1. Pada pengujian keamanan lingkungan yang telah dilakukan pada tanaman Padi Bt PRG, disarankan untuk melengkapi data dengan justifikasi jenis- jenis serangga non target potensial yang biasa berada di lokasi penelitian sebelum penanaman Padi Bt PRG, sehingga dapat diketahui jenis-jenis serangga yang biasa terdapat di lokasi sebelum penanaman dan setelah ditanami dengan Padi Bt PRG.

2. Komunikasi risiko dan pengelolaan risiko sebagai bagian dari analisis risiko terhadap PRG, harus dilaksanakan sesuai dengan ketentuan peraturan dan undang-undang yang telah ditetapkan agar pengelolaan PRG berkelanjutan dapat tercapai. Pendidikan dan pengetahuan masyarakat terkait PRG harus ditingkatkan melalui kegiatan sosialisasi dan informasi yang murah dan mudah diakses.

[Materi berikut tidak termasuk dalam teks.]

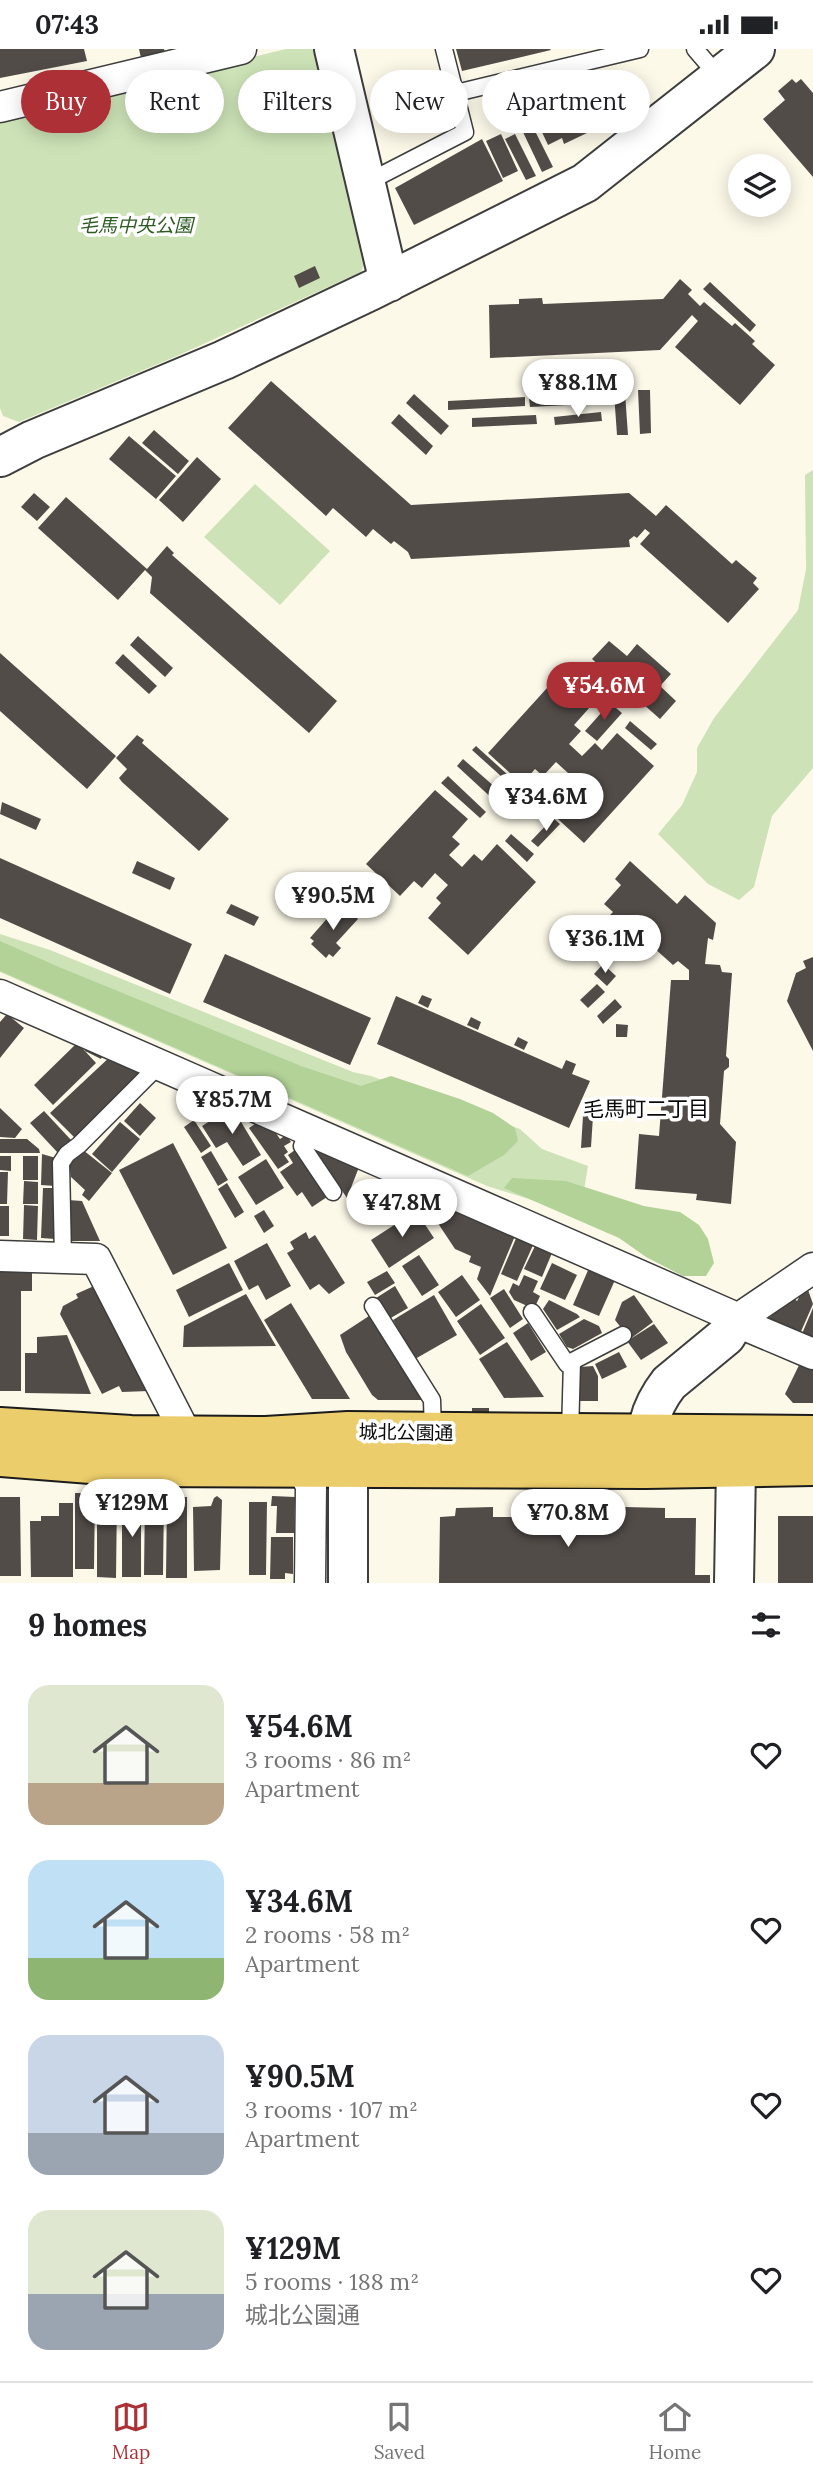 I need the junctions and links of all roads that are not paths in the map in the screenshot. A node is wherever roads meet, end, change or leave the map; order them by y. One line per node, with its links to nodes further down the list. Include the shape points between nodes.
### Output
1 (241, 49): 9 (street)
2 (334, 49): 11 (street)
3 (444, 49): 7 (lane)
4 (640, 49): 8 (lane)
5 (755, 49): 6 (street)
6 (707, 63): 12 (street, via 585,183)
7 (450, 70)
8 (468, 90)
9 (0, 107)
10 (462, 133): 11 (lane)
11 (366, 183): 12 (street)
12 (389, 282): 13 (street)
13 (0, 457)
14 (0, 995): 15 (street)
15 (159, 1065): 16 (street); 19 (lane, via 61,1163)
16 (308, 1132): 17 (lane, via 302,1146); 23 (street)
17 (333, 1192)
18 (0, 1256): 19 (street)
19 (63, 1258): 31 (street, via 96,1259)
20 (813, 1268): 23 (street)
21 (373, 1306): 28 (lane, via 432,1400)
22 (532, 1312): 26 (lane, via 566,1364)
23 (735, 1321): 25 (street); 33 (street, via 726,1336 669,1383 652,1411)
24 (623, 1335): 26 (lane)
25 (813, 1355)
26 (572, 1362): 29 (lane)
27 (0, 1427): 31 (main road, 城北公園通)
28 (433, 1432): 29 (main road, 城北公園通); 32 (main road, 城北公園通)
29 (570, 1433): 33 (main road, 城北公園通)
30 (813, 1435): 33 (main road, 城北公園通)
31 (187, 1436): 32 (main road, 城北公園通, via 266,1436)
32 (348, 1449): 33 (main road, 城北公園通); 36 (main road, 城北公園通); 39 (street)
33 (645, 1451): 37 (main road, 城北公園通)
34 (0, 1457): 36 (main road, 城北公園通, via 129,1467)
35 (813, 1466): 37 (main road, 城北公園通)
36 (302, 1467): 38 (street, via 311,1486)
37 (736, 1468): 40 (street)
38 (310, 1583)
39 (348, 1583)
40 (734, 1583)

3. Belum diselesaikannya sejumlah pedoman teknis dalam pelaksanaan peraturan dan undang-undang terkait PRG, dapat menghambat pelaksanaan pengelolaan PRG di Indonesia, maka disarankan untuk segera menetapkan pedoman-pedoman teknis seperti pedoman keamanan pakan, pedoman pelaksanaan penelitian di Laboratorium dan FUT, dan pedoman pengawasan dan pengendalian terhadap peredaran PRG di Indonesia.